* **What is needed**
An exact transcription of every entry is required. Images are not part of it.

* **Data for the task**
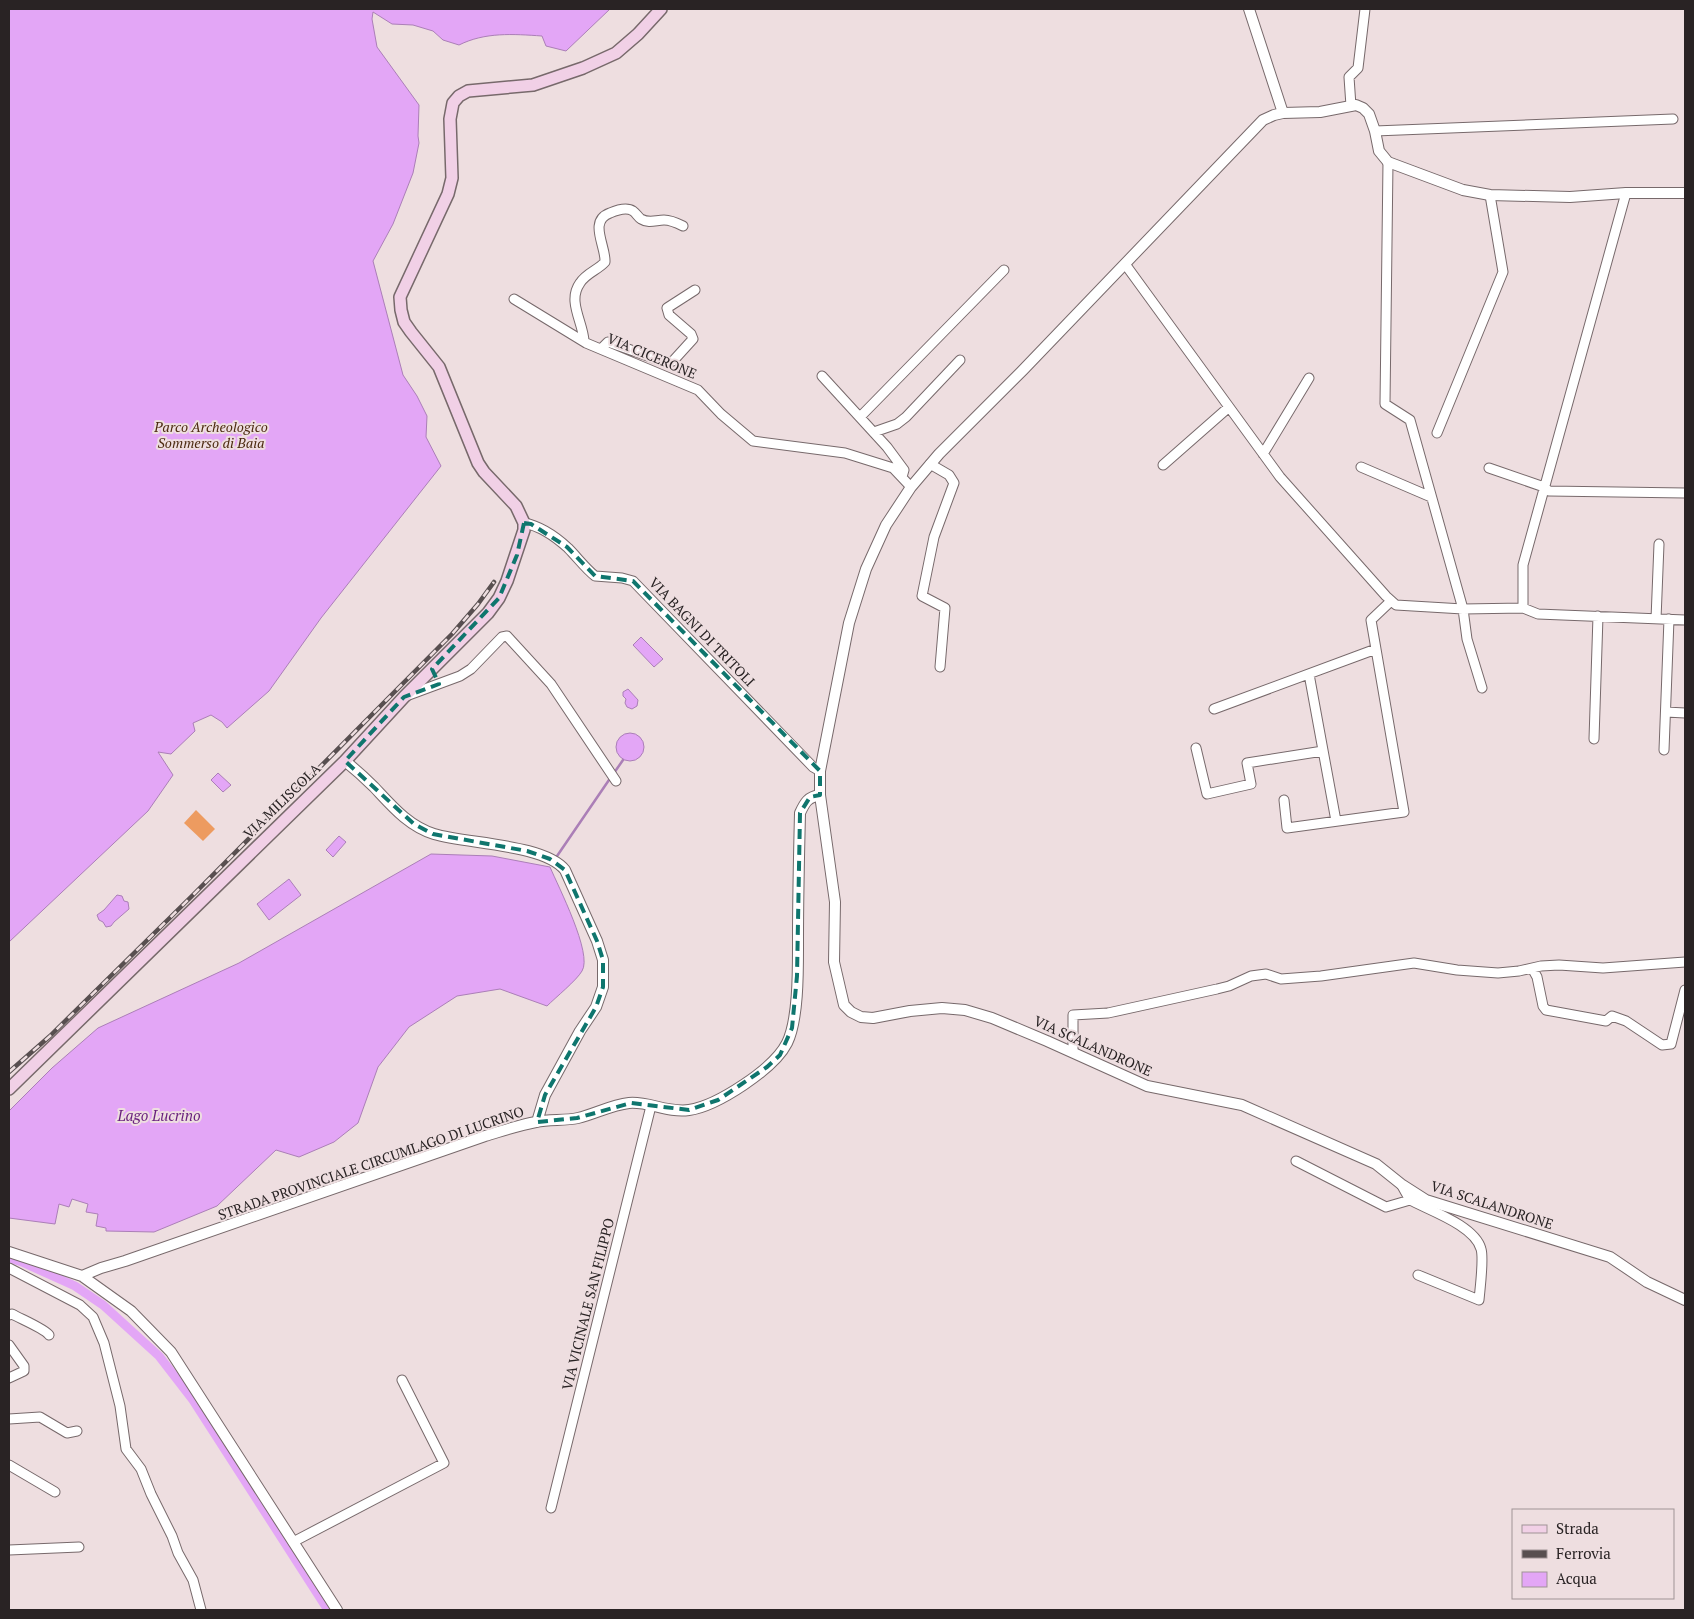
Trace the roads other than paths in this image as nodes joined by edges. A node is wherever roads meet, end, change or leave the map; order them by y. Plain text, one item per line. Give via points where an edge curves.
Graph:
1 (661, 9) edge
2 (1249, 9) edge
3 (1365, 9) edge
4 (1351, 106) junction
5 (1283, 113) junction
6 (1673, 119) dead end
7 (1375, 131) junction
8 (1388, 162) junction
9 (1626, 193) junction
10 (1685, 193) edge
11 (1490, 196) junction
12 (683, 226) dead end
13 (1125, 264) junction
14 (1004, 270) dead end
15 (695, 290) dead end
16 (514, 299) dead end
17 (584, 341) junction
18 (601, 349) junction
19 (960, 360) dead end
20 (822, 376) dead end
21 (1309, 378) dead end
22 (1229, 407) junction
23 (860, 417) junction
24 (874, 432) junction
25 (1437, 433) dead end
26 (1263, 454) junction
27 (930, 464) junction
28 (1163, 465) dead end
29 (1361, 467) dead end
30 (1489, 468) dead end
31 (902, 477) junction
32 (911, 487) junction
33 (1544, 488) junction
34 (1685, 493) edge
35 (1431, 497) junction
36 (524, 523) junction
37 (1660, 544) dead end
38 (1391, 601) junction
39 (1523, 608) junction
40 (1463, 609) junction
41 (1598, 616) junction
42 (1656, 619) junction
43 (1669, 619) junction
44 (1685, 620) edge
45 (1376, 649) junction
46 (940, 667) dead end
47 (432, 669) junction
48 (1309, 674) junction
49 (439, 684) junction
50 (1482, 688) dead end
51 (404, 697) junction
52 (1214, 709) dead end
53 (1666, 712) junction
54 (1685, 713) edge
55 (1594, 739) dead end
56 (1196, 748) dead end
57 (1664, 750) dead end
58 (1323, 751) junction
59 (345, 761) junction
60 (820, 771) junction
61 (614, 777) dead end
62 (820, 795) junction
63 (1284, 800) dead end
64 (1336, 821) junction
65 (1685, 962) edge
66 (1532, 968) junction
67 (1685, 990) edge
68 (1072, 1052) junction
69 (9, 1089) edge
70 (651, 1106) junction
71 (537, 1122) junction
72 (1296, 1161) dead end
73 (1400, 1184) junction
74 (1410, 1200) junction
75 (9, 1252) edge
76 (9, 1268) edge
77 (1418, 1275) dead end
78 (82, 1276) junction
79 (1685, 1300) edge
80 (9, 1315) edge
81 (49, 1335) dead end
82 (9, 1345) edge
83 (9, 1378) edge
84 (402, 1380) dead end
85 (9, 1419) edge
86 (77, 1431) dead end
87 (9, 1465) edge
88 (55, 1492) dead end
89 (551, 1508) dead end
90 (293, 1542) junction
91 (78, 1547) dead end
92 (9, 1550) edge
93 (201, 1610) edge
94 (337, 1610) edge

1 - 36 main road via 616,53 583,68 533,85 468,91 459,96 453,103 450,119 452,178 448,194 400,297 404,322 439,367 478,463 516,506
2 - 5 street
3 - 4 street via 1358,68 1349,77
4 - 5 street via 1320,112
4 - 7 street via 1364,108
5 - 13 street, VIA SCALANDRONE via 1263,120
6 - 7 street
7 - 8 street via 1379,150
8 - 11 street via 1463,190
8 - 35 street via 1384,404 1410,420
9 - 10 street
9 - 11 street via 1570,197
9 - 33 street
11 - 25 street via 1503,272
12 - 17 street via 666,220 653,222 641,219 628,209 612,212 602,219 599,235 604,262 580,282 574,299
13 - 22 street
13 - 27 street, VIA SCALANDRONE
14 - 23 street
15 - 18 street via 668,308 669,315 692,334 693,339 672,361 665,362 608,342
16 - 17 street, VIA CICERONE
17 - 18 street, VIA CICERONE
18 - 31 street, VIA CICERONE via 698,390 753,441 845,453 893,468
19 - 24 street via 906,417 897,424
20 - 23 street
21 - 26 street
22 - 26 street
22 - 28 street
23 - 24 street
24 - 31 street via 904,470
26 - 38 street
27 - 32 street, VIA SCALANDRONE
27 - 46 street via 949,475 954,483 934,538 922,596 945,608
29 - 35 street
30 - 33 street
31 - 32 street, VIA CICERONE
32 - 60 street, VIA SCALANDRONE via 886,525 863,578 849,623
33 - 34 street via 1549,491
33 - 39 street via 1523,565
35 - 40 street
36 - 47 main road, VIA MILISCOLA via 517,555 499,598
36 - 60 street, VIA BAGNI DI TRITOLI via 552,536 595,576 633,581
37 - 42 street
38 - 40 street via 1396,605
38 - 45 street via 1371,620
39 - 40 street
39 - 41 street via 1538,614
40 - 50 street via 1467,639
41 - 42 street
41 - 55 street
42 - 43 street
43 - 44 street
43 - 53 street
45 - 48 street
45 - 64 street via 1404,812
47 - 49 street
47 - 51 main road, VIA MILISCOLA
48 - 52 street
48 - 58 street
49 - 51 street
49 - 61 street via 460,676 507,636 551,684
51 - 59 main road, VIA MILISCOLA
53 - 54 street
53 - 57 street
56 - 58 street via 1207,794 1251,784 1247,762
58 - 64 street
59 - 69 main road, VIA MILISCOLA
59 - 71 street, STRADA PROVINCIALE CIRCUMLAGO DI LUCRINO via 391,805 414,824 433,834 527,852 550,859 565,870 597,941 603,960 603,987 596,1007 545,1095
60 - 62 street, VIA SCALANDRONE
62 - 68 street, VIA SCALANDRONE via 835,902 834,962 844,1005 861,1017 873,1018 942,1008 965,1010
62 - 70 street via 810,797 800,812 798,976 788,1042 767,1067 718,1100 689,1110 664,1110
63 - 64 street via 1287,828
65 - 66 street via 1603,968 1559,965
66 - 67 street via 1546,1010 1606,1021 1612,1016 1626,1021 1662,1045 1671,1044
66 - 68 street via 1498,973 1414,963 1321,976 1281,979 1266,974 1251,976 1202,993 1108,1013 1073,1015
68 - 73 street, VIA SCALANDRONE via 1147,1086 1242,1105 1376,1164
70 - 71 street via 616,1105 577,1118
70 - 89 street, VIA VICINALE SAN FILIPPO
71 - 78 street, STRADA PROVINCIALE CIRCUMLAGO DI LUCRINO via 476,1139
72 - 74 street via 1386,1207
73 - 74 street
73 - 79 street, VIA SCALANDRONE via 1426,1200 1610,1257 1647,1282
74 - 77 street via 1466,1228 1482,1250 1479,1300
75 - 78 street
76 - 93 street via 80,1305 93,1317 104,1343 120,1406 126,1449 141,1469 193,1580
78 - 90 street via 131,1311 171,1352
80 - 81 street via 46,1330
82 - 83 street via 24,1366 24,1371
84 - 90 street via 444,1463
85 - 86 street via 40,1417 67,1433
87 - 88 street
90 - 94 street
91 - 92 street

* **Written response**
Trace the roads other than paths in this image as nodes joined by edges. A node is wherever roads meet, end, change or leave the map; order them by y. Plain text, one item per line. Give via points where an edge curves.
Graph:
1 (661, 9) edge
2 (1249, 9) edge
3 (1365, 9) edge
4 (1351, 106) junction
5 (1283, 113) junction
6 (1673, 119) dead end
7 (1375, 131) junction
8 (1388, 162) junction
9 (1626, 193) junction
10 (1685, 193) edge
11 (1490, 196) junction
12 (683, 226) dead end
13 (1125, 264) junction
14 (1004, 270) dead end
15 (695, 290) dead end
16 (514, 299) dead end
17 (584, 341) junction
18 (601, 349) junction
19 (960, 360) dead end
20 (822, 376) dead end
21 (1309, 378) dead end
22 (1229, 407) junction
23 (860, 417) junction
24 (874, 432) junction
25 (1437, 433) dead end
26 (1263, 454) junction
27 (930, 464) junction
28 (1163, 465) dead end
29 (1361, 467) dead end
30 (1489, 468) dead end
31 (902, 477) junction
32 (911, 487) junction
33 (1544, 488) junction
34 (1685, 493) edge
35 (1431, 497) junction
36 (524, 523) junction
37 (1660, 544) dead end
38 (1391, 601) junction
39 (1523, 608) junction
40 (1463, 609) junction
41 (1598, 616) junction
42 (1656, 619) junction
43 (1669, 619) junction
44 (1685, 620) edge
45 (1376, 649) junction
46 (940, 667) dead end
47 (432, 669) junction
48 (1309, 674) junction
49 (439, 684) junction
50 (1482, 688) dead end
51 (404, 697) junction
52 (1214, 709) dead end
53 (1666, 712) junction
54 (1685, 713) edge
55 (1594, 739) dead end
56 (1196, 748) dead end
57 (1664, 750) dead end
58 (1323, 751) junction
59 (345, 761) junction
60 (820, 771) junction
61 (614, 777) dead end
62 (820, 795) junction
63 (1284, 800) dead end
64 (1336, 821) junction
65 (1685, 962) edge
66 (1532, 968) junction
67 (1685, 990) edge
68 (1072, 1052) junction
69 (9, 1089) edge
70 (651, 1106) junction
71 (537, 1122) junction
72 (1296, 1161) dead end
73 (1400, 1184) junction
74 (1410, 1200) junction
75 (9, 1252) edge
76 (9, 1268) edge
77 (1418, 1275) dead end
78 (82, 1276) junction
79 (1685, 1300) edge
80 (9, 1315) edge
81 (49, 1335) dead end
82 (9, 1345) edge
83 (9, 1378) edge
84 (402, 1380) dead end
85 (9, 1419) edge
86 (77, 1431) dead end
87 (9, 1465) edge
88 (55, 1492) dead end
89 (551, 1508) dead end
90 (293, 1542) junction
91 (78, 1547) dead end
92 (9, 1550) edge
93 (201, 1610) edge
94 (337, 1610) edge

1 - 36 main road via 616,53 583,68 533,85 468,91 459,96 453,103 450,119 452,178 448,194 400,297 404,322 439,367 478,463 516,506
2 - 5 street
3 - 4 street via 1358,68 1349,77
4 - 5 street via 1320,112
4 - 7 street via 1364,108
5 - 13 street, VIA SCALANDRONE via 1263,120
6 - 7 street
7 - 8 street via 1379,150
8 - 11 street via 1463,190
8 - 35 street via 1384,404 1410,420
9 - 10 street
9 - 11 street via 1570,197
9 - 33 street
11 - 25 street via 1503,272
12 - 17 street via 666,220 653,222 641,219 628,209 612,212 602,219 599,235 604,262 580,282 574,299
13 - 22 street
13 - 27 street, VIA SCALANDRONE
14 - 23 street
15 - 18 street via 668,308 669,315 692,334 693,339 672,361 665,362 608,342
16 - 17 street, VIA CICERONE
17 - 18 street, VIA CICERONE
18 - 31 street, VIA CICERONE via 698,390 753,441 845,453 893,468
19 - 24 street via 906,417 897,424
20 - 23 street
21 - 26 street
22 - 26 street
22 - 28 street
23 - 24 street
24 - 31 street via 904,470
26 - 38 street
27 - 32 street, VIA SCALANDRONE
27 - 46 street via 949,475 954,483 934,538 922,596 945,608
29 - 35 street
30 - 33 street
31 - 32 street, VIA CICERONE
32 - 60 street, VIA SCALANDRONE via 886,525 863,578 849,623
33 - 34 street via 1549,491
33 - 39 street via 1523,565
35 - 40 street
36 - 47 main road, VIA MILISCOLA via 517,555 499,598
36 - 60 street, VIA BAGNI DI TRITOLI via 552,536 595,576 633,581
37 - 42 street
38 - 40 street via 1396,605
38 - 45 street via 1371,620
39 - 40 street
39 - 41 street via 1538,614
40 - 50 street via 1467,639
41 - 42 street
41 - 55 street
42 - 43 street
43 - 44 street
43 - 53 street
45 - 48 street
45 - 64 street via 1404,812
47 - 49 street
47 - 51 main road, VIA MILISCOLA
48 - 52 street
48 - 58 street
49 - 51 street
49 - 61 street via 460,676 507,636 551,684
51 - 59 main road, VIA MILISCOLA
53 - 54 street
53 - 57 street
56 - 58 street via 1207,794 1251,784 1247,762
58 - 64 street
59 - 69 main road, VIA MILISCOLA
59 - 71 street, STRADA PROVINCIALE CIRCUMLAGO DI LUCRINO via 391,805 414,824 433,834 527,852 550,859 565,870 597,941 603,960 603,987 596,1007 545,1095
60 - 62 street, VIA SCALANDRONE
62 - 68 street, VIA SCALANDRONE via 835,902 834,962 844,1005 861,1017 873,1018 942,1008 965,1010
62 - 70 street via 810,797 800,812 798,976 788,1042 767,1067 718,1100 689,1110 664,1110
63 - 64 street via 1287,828
65 - 66 street via 1603,968 1559,965
66 - 67 street via 1546,1010 1606,1021 1612,1016 1626,1021 1662,1045 1671,1044
66 - 68 street via 1498,973 1414,963 1321,976 1281,979 1266,974 1251,976 1202,993 1108,1013 1073,1015
68 - 73 street, VIA SCALANDRONE via 1147,1086 1242,1105 1376,1164
70 - 71 street via 616,1105 577,1118
70 - 89 street, VIA VICINALE SAN FILIPPO
71 - 78 street, STRADA PROVINCIALE CIRCUMLAGO DI LUCRINO via 476,1139
72 - 74 street via 1386,1207
73 - 74 street
73 - 79 street, VIA SCALANDRONE via 1426,1200 1610,1257 1647,1282
74 - 77 street via 1466,1228 1482,1250 1479,1300
75 - 78 street
76 - 93 street via 80,1305 93,1317 104,1343 120,1406 126,1449 141,1469 193,1580
78 - 90 street via 131,1311 171,1352
80 - 81 street via 46,1330
82 - 83 street via 24,1366 24,1371
84 - 90 street via 444,1463
85 - 86 street via 40,1417 67,1433
87 - 88 street
90 - 94 street
91 - 92 street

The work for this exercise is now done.